An object is projected with velocity of 100m/s from the ground level at an angle tita at the vertical,if the total thme is 10s.calculate tita(g=10m/s)
suppose a string is extended by 0.2 by the application of the force of 10m. calculate the elastic constant
lesson4
To calculate the angle θ at which the object is projected, given the initial velocity, total time, and gravitational acceleration, you can use the equations of motion.
We can start by breaking down the initial velocity into its horizontal and vertical components.
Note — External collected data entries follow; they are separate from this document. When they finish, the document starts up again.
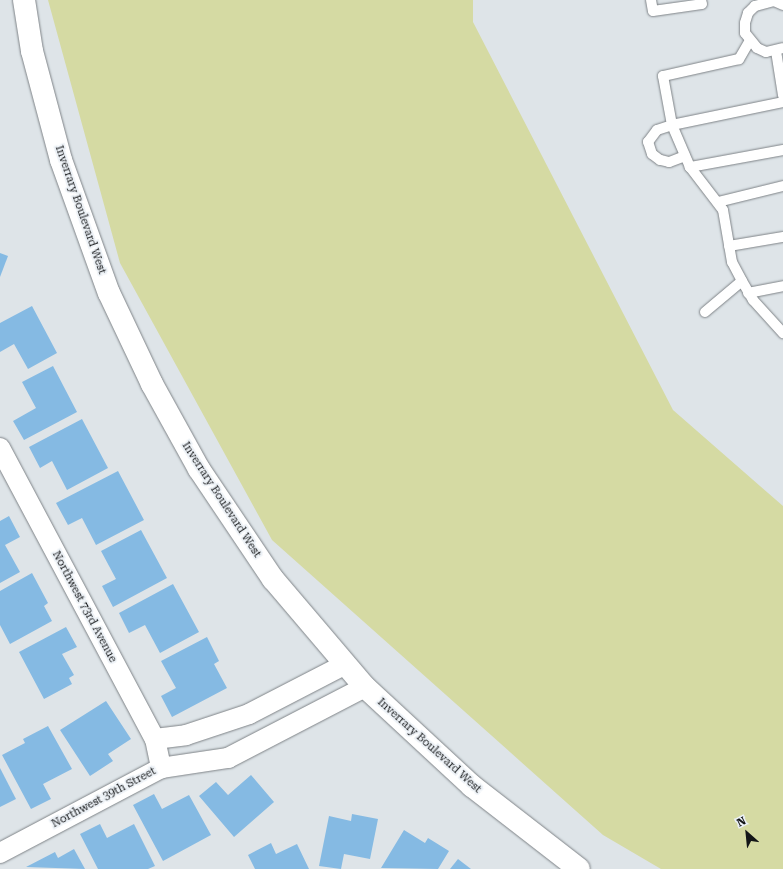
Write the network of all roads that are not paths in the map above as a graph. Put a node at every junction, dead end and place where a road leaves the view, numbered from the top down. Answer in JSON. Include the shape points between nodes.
{"nodes":[{"id":1,"x":24,"y":0,"type":"edge"},
{"id":2,"x":651,"y":0,"type":"edge"},
{"id":3,"x":701,"y":0,"type":"edge"},
{"id":4,"x":753,"y":3,"type":"edge"},
{"id":5,"x":783,"y":5,"type":"edge"},
{"id":6,"x":749,"y":42,"type":"junction"},
{"id":7,"x":779,"y":49,"type":"edge"},
{"id":8,"x":783,"y":95,"type":"edge"},
{"id":9,"x":783,"y":102,"type":"edge"},
{"id":10,"x":672,"y":124,"type":"junction"},
{"id":11,"x":783,"y":150,"type":"edge"},
{"id":12,"x":685,"y":156,"type":"junction"},
{"id":13,"x":690,"y":166,"type":"junction"},
{"id":14,"x":783,"y":186,"type":"edge"},
{"id":15,"x":718,"y":202,"type":"junction"},
{"id":16,"x":783,"y":237,"type":"edge"},
{"id":17,"x":729,"y":246,"type":"junction"},
{"id":18,"x":742,"y":281,"type":"junction"},
{"id":19,"x":783,"y":286,"type":"edge"},
{"id":20,"x":748,"y":293,"type":"junction"},
{"id":21,"x":704,"y":312,"type":"dead end"},
{"id":22,"x":783,"y":333,"type":"edge"},
{"id":23,"x":0,"y":448,"type":"edge"},
{"id":24,"x":344,"y":665,"type":"junction"},
{"id":25,"x":365,"y":688,"type":"junction"},
{"id":26,"x":210,"y":728,"type":"junction"},
{"id":27,"x":155,"y":739,"type":"junction"},
{"id":28,"x":218,"y":760,"type":"junction"},
{"id":29,"x":161,"y":768,"type":"junction"},
{"id":30,"x":0,"y":853,"type":"edge"},
{"id":31,"x":579,"y":869,"type":"edge"}],
"edges":[{"from":1,"to":24,"type":"street","name":"Inverrary Boulevard West","via":[[32,51],[61,160],[110,293],[152,384],[199,468],[273,579]]},
{"from":2,"to":3,"type":"lane","via":[[653,11],[702,4]]},
{"from":4,"to":5,"type":"lane","via":[[774,1]]},
{"from":4,"to":6,"type":"lane","via":[[745,23]]},
{"from":6,"to":7,"type":"lane","via":[[757,48]]},
{"from":6,"to":10,"type":"lane","via":[[739,59],[663,76]]},
{"from":7,"to":8,"type":"lane"},
{"from":9,"to":10,"type":"lane"},
{"from":10,"to":12,"type":"lane"},
{"from":10,"to":12,"type":"lane","via":[[657,130],[648,142],[652,154],[669,162]]},
{"from":11,"to":13,"type":"lane"},
{"from":12,"to":13,"type":"lane"},
{"from":13,"to":15,"type":"lane"},
{"from":14,"to":15,"type":"lane"},
{"from":15,"to":17,"type":"lane","via":[[723,210]]},
{"from":16,"to":17,"type":"lane"},
{"from":17,"to":18,"type":"lane","via":[[732,262]]},
{"from":18,"to":20,"type":"lane"},
{"from":18,"to":21,"type":"lane"},
{"from":19,"to":20,"type":"lane"},
{"from":20,"to":22,"type":"lane"},
{"from":23,"to":27,"type":"street","name":"Northwest 73rd Avenue"},
{"from":24,"to":25,"type":"street","name":"Inverrary Boulevard West"},
{"from":24,"to":26,"type":"street","via":[[249,714]]},
{"from":25,"to":28,"type":"street","name":"Northwest 39th Street","via":[[260,744]]},
{"from":25,"to":31,"type":"street","name":"Inverrary Boulevard West","via":[[472,786]]},
{"from":26,"to":27,"type":"street","via":[[186,735]]},
{"from":26,"to":28,"type":"street"},
{"from":27,"to":29,"type":"street","name":"Northwest 73rd Avenue"},
{"from":28,"to":29,"type":"street","name":"Northwest 39th Street"},
{"from":29,"to":30,"type":"street","name":"Northwest 39th Street"}]}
The horizontal component (Vx) remains constant throughout the motion, while the vertical component (Vy) changes due to the effect of gravity.
Given:
Initial velocity (Vo) = 100 m/s
Total time (t) = 10 s
Gravitational acceleration (g) = 10 m/s²
1. Calculate the time of flight:
The total time (t) is equal to the sum of the times taken to reach the maximum height (t₁) and return to the ground (t₂).
t = t₁ + t₂
Since the object reaches its maximum height halfway through its motion, t₁ = t / 2 and t₂ = t / 2.
So, t = t / 2 + t / 2
=> t = 2 * t / 2
=> t = 2 * t₁
Therefore, t₁ = t / 2 = 10 s / 2 = 5 s.
2. Calculate the maximum height (h):
The maximum height can be calculated using the formula:
h = Vyo * t₁ - (1/2) * g * t₁²
Since the initial vertical velocity (Vyo) is given by Vyo = Vo * sin(θ), we can substitute the value for Vyo and rearrange the equation to solve for sin(θ).
h = (Vo * sin(θ)) * (t / 2) - (1/2) * g * (t / 2)²
After substituting the given values, we have:
h = (100 * sin(θ)) * (10 / 2) - (1/2) * 10 * (10 / 2)²
Simplifying further:
h = 50 * sin(θ) - 25
3. Solve for sin(θ):
To solve for sin(θ), we need to rearrange the equation and isolate sin(θ) on one side:
h + 25 = 50 * sin(θ)
Divide both sides by 50:
(sin(θ)) = (h + 25) / 50
Take the inverse sine (sin⁻¹) of both sides to isolate θ:
θ = sin⁻¹((h + 25) / 50)
Now, plug in the value of h to calculate the angle θ.